Qui Gaspare era immerso d’opere d’arte viventi che spiccavano con tanti stili d’arte diversi, suo padre gli aveva spiegato i termini "barocco", "romanico" e "bizantino", ma Gaspare non vedeva tutto ciò, se non con l’immaginazione di un bambino di sette anni, anzi gli metteva timore. Per esempio, c’era quel gargoyle grigio di pietra che gli sorrideva con i suoi denti grossi e poteva giurare che con il calar del sole gli spuntavano le ali da pipistrello gigante e si librava nella tenebre.

Sabato pomeriggio. Guardando dalla finestra, vide una bambina che si era messa seduta sul bordo della Fontana delle Rane a Piazza Mincio. Era vestita con un abito lungo fin sotto le ginocchia di velluto grigio chiaro, con fiocchetti bianchi di raso sulle spalle.
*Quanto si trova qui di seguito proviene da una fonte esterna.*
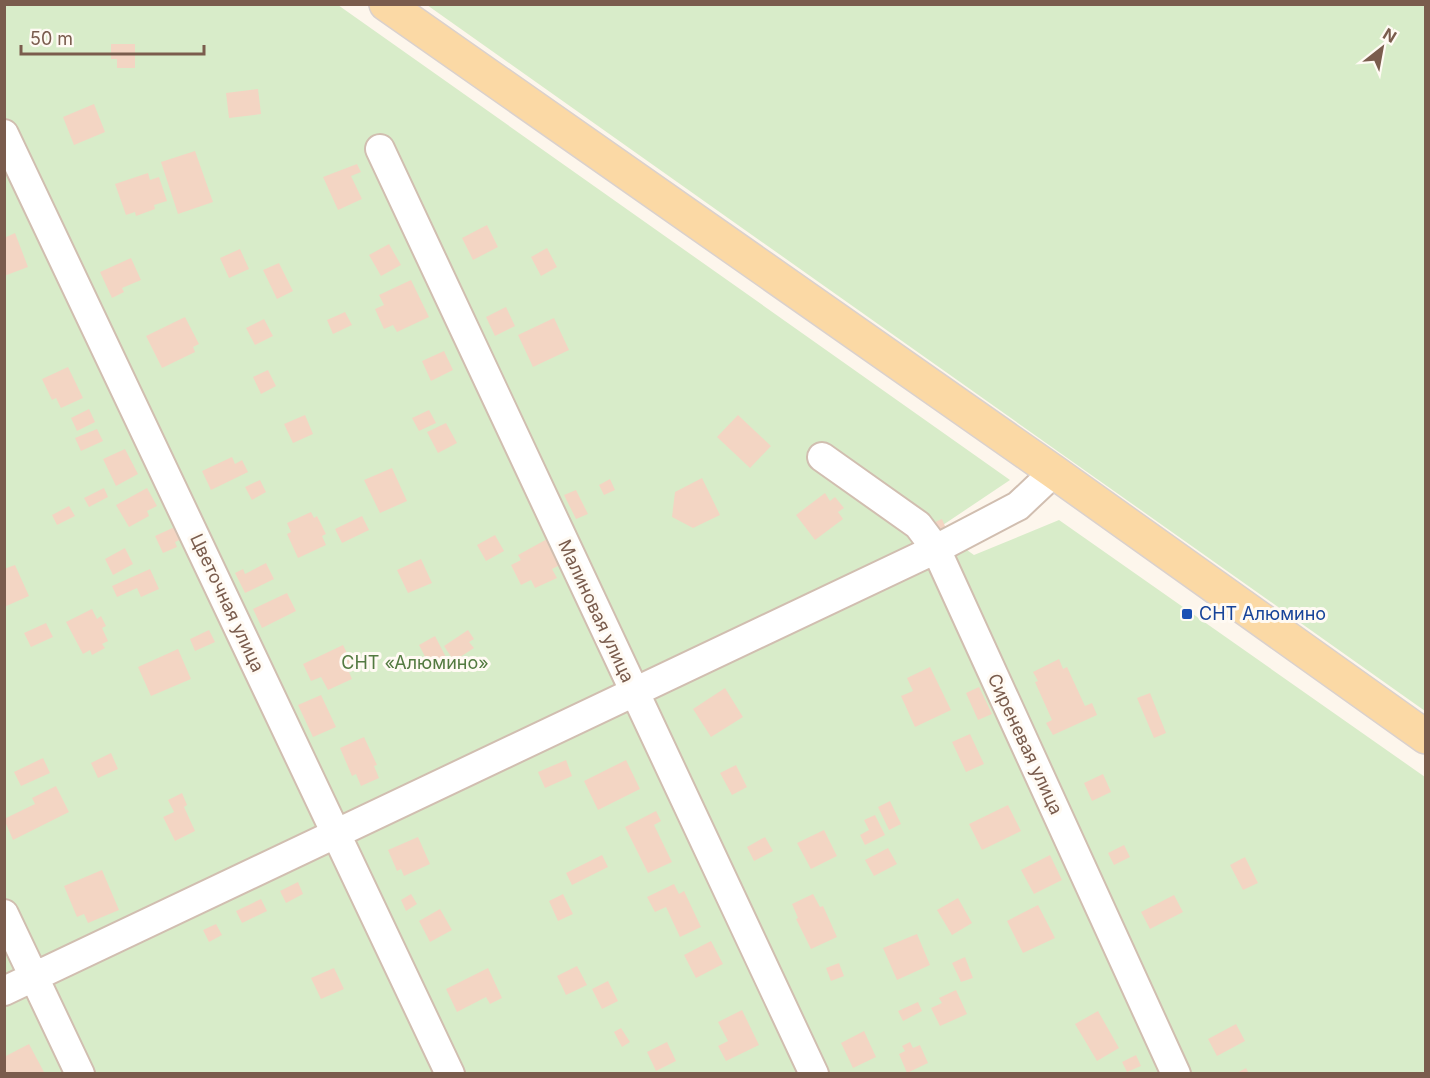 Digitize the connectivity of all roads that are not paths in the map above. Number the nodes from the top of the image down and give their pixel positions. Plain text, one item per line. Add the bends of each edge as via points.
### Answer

Portava scarpe che sembravano da grande. Normalmente non guardava le ragazzine, gli interessava più giocare con i suoi amici a pallone ma, ora come ora, non aveva nessun compagno. Quella bambina alzò lo sguardo e lo fissò. Lui rimase completamente immobile, come quel gargoyle.

Lei gli fece un sorriso e con la mano lo invitò a scendere. Lui non sapeva bene cosa fare, però uscì di casa, e si augurò che diversamente dai nuovi compagni di classe farabutti lei, forse, gli sarebbe potuta diventare amica. Erano soli sulla Piazza. Era molto carina, con capelli lunghi ricci di un color nero corvino, occhi color nocciola e la sua pelle gli ricordava una fata. Si ricordava di aver visto una figura simile in un libro sulla mitologia in biblioteca. Era vestita fuori moda, però quell’abito le donava molto. Lui le disse il suo nome, ma lei non replicava. Aveva chiesto quanti anni aveva e lei con le dita gli indicò il numero sette. Lui capì che lei non voleva parlare.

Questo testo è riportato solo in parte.